THE OLIGOPOLY
Samsung, SK Hynix, and Micron produce roughly 95% of the world's DRAM. Four decades of sub-10nm lithography investment and multibillion-dollar fab costs eliminated every other competitor, leaving three companies to allocate global memory supply.
WHY HBM IS DIFFERENT
High-bandwidth memory stacks DRAM dies vertically and bonds them with through-silicon vias, sitting millimeters from the GPU on a shared interposer. An Nvidia H100 ships with 80GB of HBM3; a B200 ships with 192GB. Memory is now a larger share of an AI accelerator's bill of materials than the logic die itself.

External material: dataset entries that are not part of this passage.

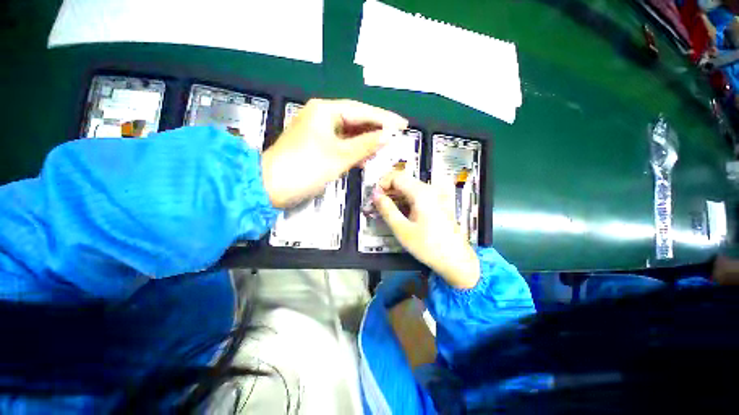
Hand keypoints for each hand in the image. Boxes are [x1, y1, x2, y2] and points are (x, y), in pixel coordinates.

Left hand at [261, 99, 407, 207]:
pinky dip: (355, 150)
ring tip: (386, 147)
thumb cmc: (307, 167)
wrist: (272, 187)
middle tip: (397, 135)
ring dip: (367, 141)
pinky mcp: (317, 145)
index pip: (361, 111)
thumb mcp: (340, 156)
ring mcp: (319, 131)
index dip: (384, 118)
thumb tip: (388, 136)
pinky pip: (342, 144)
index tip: (403, 124)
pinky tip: (367, 157)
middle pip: (356, 120)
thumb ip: (366, 144)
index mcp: (325, 111)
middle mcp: (321, 116)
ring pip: (350, 133)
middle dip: (377, 129)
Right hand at [373, 172, 479, 288]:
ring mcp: (435, 195)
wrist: (455, 260)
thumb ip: (387, 209)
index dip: (382, 183)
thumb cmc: (428, 246)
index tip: (374, 197)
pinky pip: (418, 195)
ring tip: (387, 210)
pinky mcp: (437, 202)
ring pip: (410, 187)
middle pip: (404, 180)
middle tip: (378, 205)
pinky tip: (401, 213)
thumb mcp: (402, 229)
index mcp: (421, 193)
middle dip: (388, 190)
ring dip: (396, 196)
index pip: (397, 176)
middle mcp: (430, 189)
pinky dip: (405, 200)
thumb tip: (375, 195)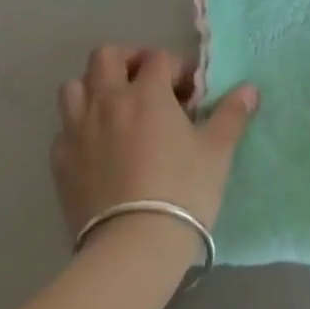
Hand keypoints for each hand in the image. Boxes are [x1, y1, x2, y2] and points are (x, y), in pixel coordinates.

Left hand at [51, 46, 257, 248]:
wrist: (131, 252)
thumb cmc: (181, 192)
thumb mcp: (217, 151)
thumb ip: (231, 114)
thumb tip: (250, 89)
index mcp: (146, 92)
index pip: (159, 58)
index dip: (177, 69)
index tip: (190, 93)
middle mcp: (108, 101)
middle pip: (106, 57)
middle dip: (127, 61)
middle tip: (146, 83)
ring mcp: (78, 131)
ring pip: (74, 86)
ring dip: (94, 89)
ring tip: (115, 109)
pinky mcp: (60, 164)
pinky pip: (63, 130)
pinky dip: (78, 128)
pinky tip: (96, 146)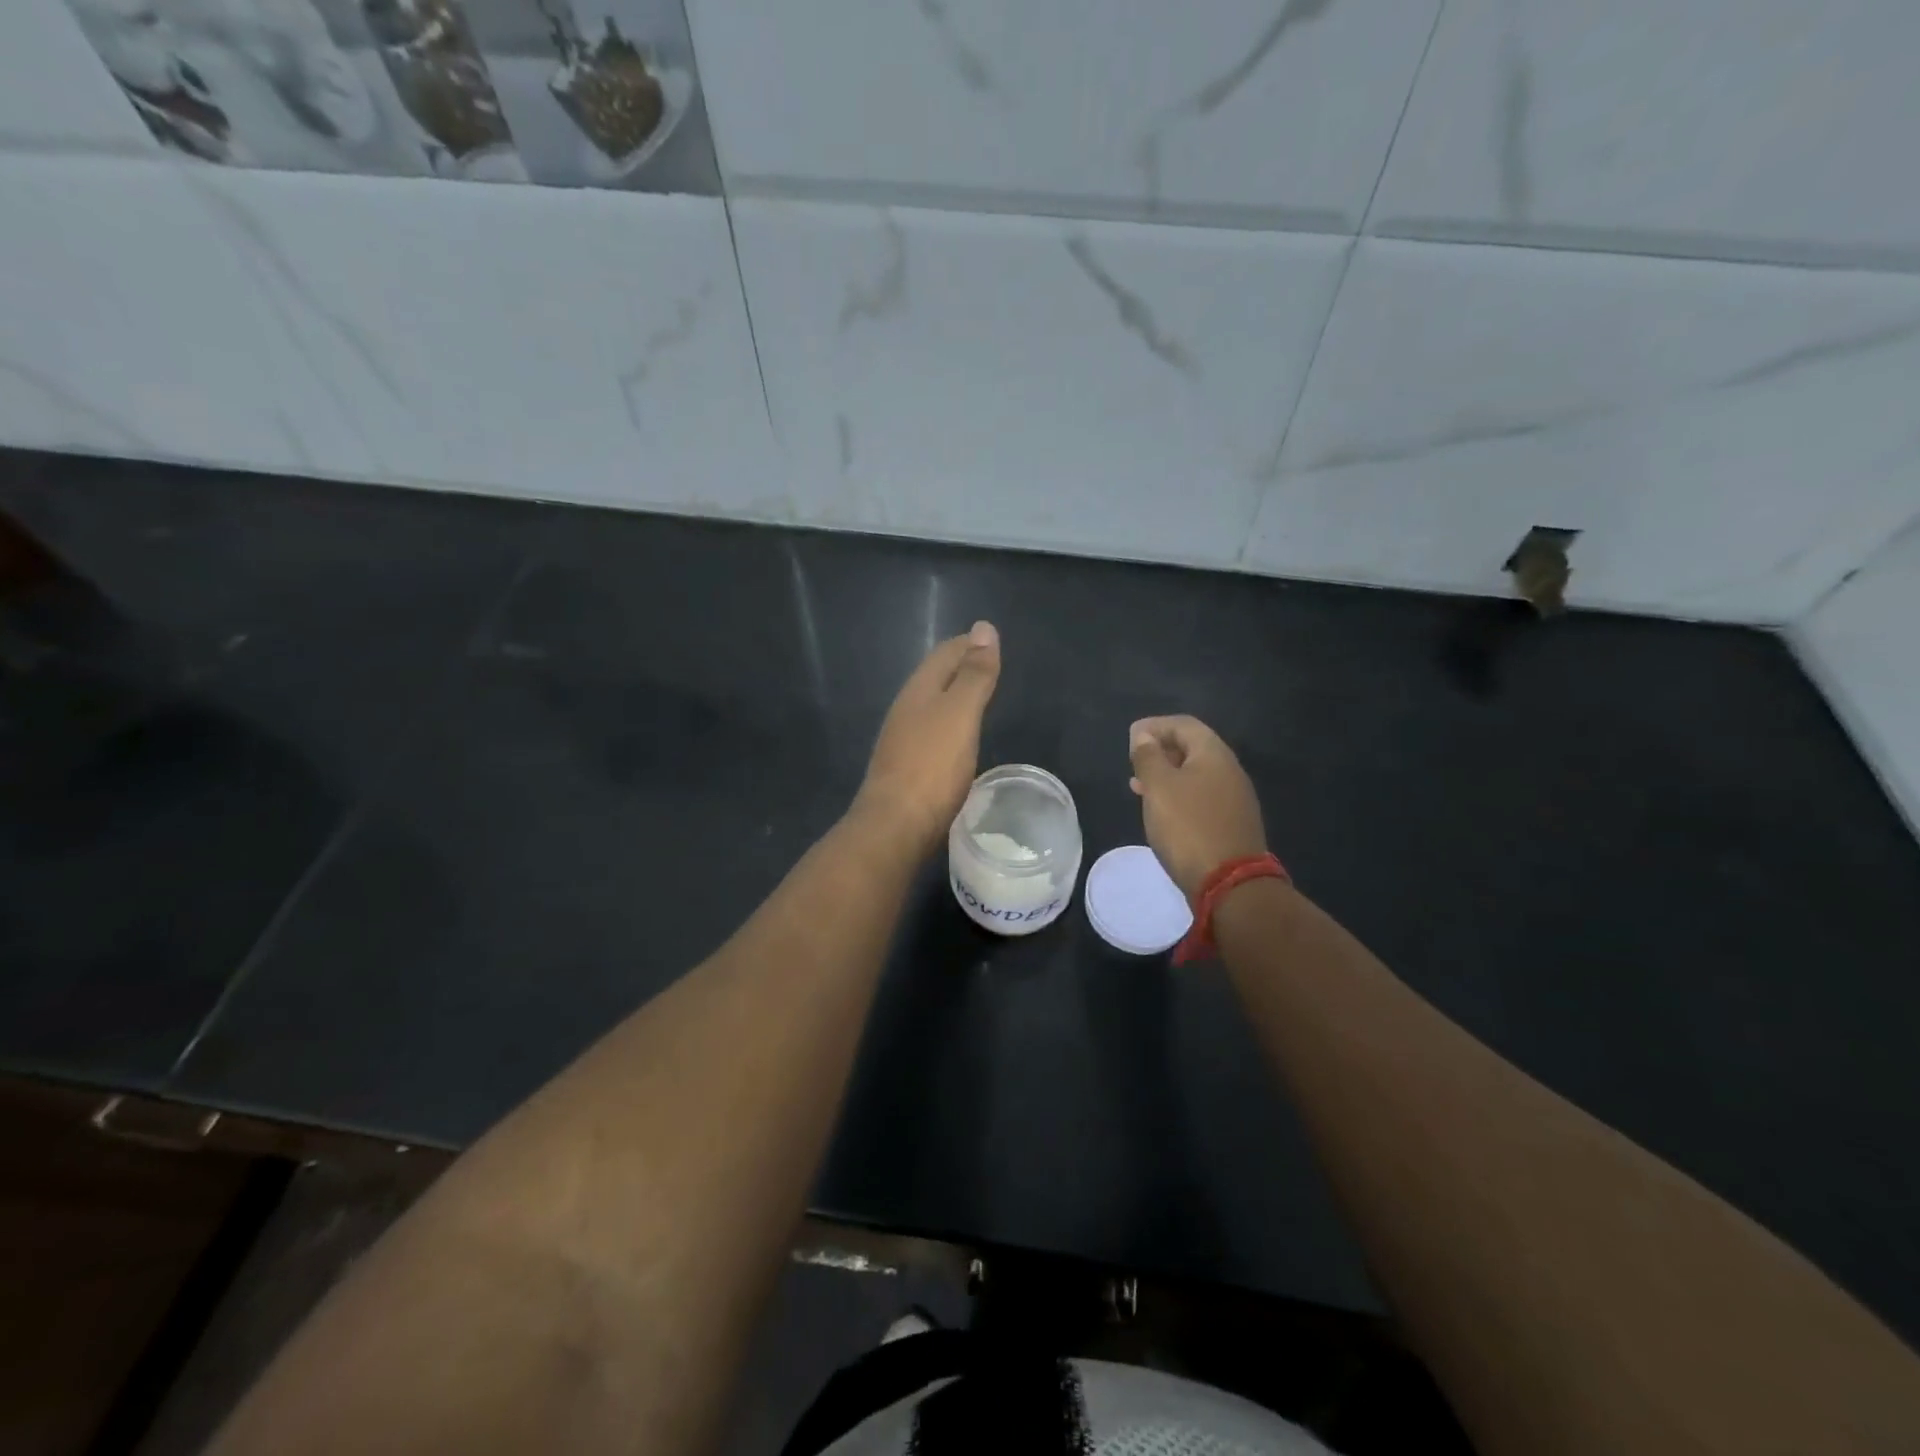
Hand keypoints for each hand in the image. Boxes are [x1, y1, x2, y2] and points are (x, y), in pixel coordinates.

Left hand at [854, 621, 1001, 857]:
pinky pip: (931, 733)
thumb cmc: (931, 766)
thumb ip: (974, 674)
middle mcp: (906, 710)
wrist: (894, 826)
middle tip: (989, 665)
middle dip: (959, 666)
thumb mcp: (960, 714)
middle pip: (935, 678)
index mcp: (919, 691)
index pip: (945, 654)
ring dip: (953, 696)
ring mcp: (902, 741)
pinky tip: (957, 739)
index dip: (968, 644)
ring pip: (931, 706)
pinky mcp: (906, 769)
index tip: (991, 639)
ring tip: (978, 698)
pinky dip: (949, 724)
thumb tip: (984, 628)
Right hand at [1129, 715, 1267, 897]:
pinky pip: (1202, 796)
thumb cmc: (1188, 827)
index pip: (1184, 724)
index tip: (1131, 736)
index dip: (1156, 725)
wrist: (1229, 883)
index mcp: (1214, 754)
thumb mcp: (1159, 787)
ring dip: (1168, 774)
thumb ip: (1148, 757)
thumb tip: (1145, 735)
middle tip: (1134, 760)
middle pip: (1193, 747)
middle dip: (1162, 749)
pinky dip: (1179, 794)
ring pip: (1196, 774)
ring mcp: (1234, 798)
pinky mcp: (1232, 823)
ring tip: (1139, 785)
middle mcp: (1230, 770)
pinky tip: (1162, 810)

THE PRODUCT IS THE PROCESS
A CPU design can be ported between foundries. DRAM cannot — each company's memory cells are inseparable from their proprietary fabrication steps. There is no TSMC-for-DRAM that newcomers can outsource to, which is why the oligopoly has been stable since the 1990s shakeout.
THE CYCLE THAT WASN'T
DRAM has historically been viciously cyclical: oversupply crashes prices every 2-3 years, forcing one player to take a quarter of losses before the cycle resets. AI demand has compressed that cycle — Samsung's guidance that 2027 will be tighter than 2026 implies the bust phase has been deferred, possibly structurally.
THE SAMSUNG–HYNIX GAP
SK Hynix shipped HBM3E to Nvidia first and held a roughly one-generation lead through 2024. Samsung has been qualifying its HBM3E with Nvidia for over a year — the trillion-dollar valuation depends partly on that qualification finally clearing for HBM4.
WHY KOREA
South Korea's chaebol model — vertically integrated conglomerates with patient capital and state-backed financing — was purpose-built for the memory business. Samsung Electronics alone accounts for roughly 20% of Korea's exports and a fifth of the KOSPI's market cap. The country's macro story moves with one company's HBM yields.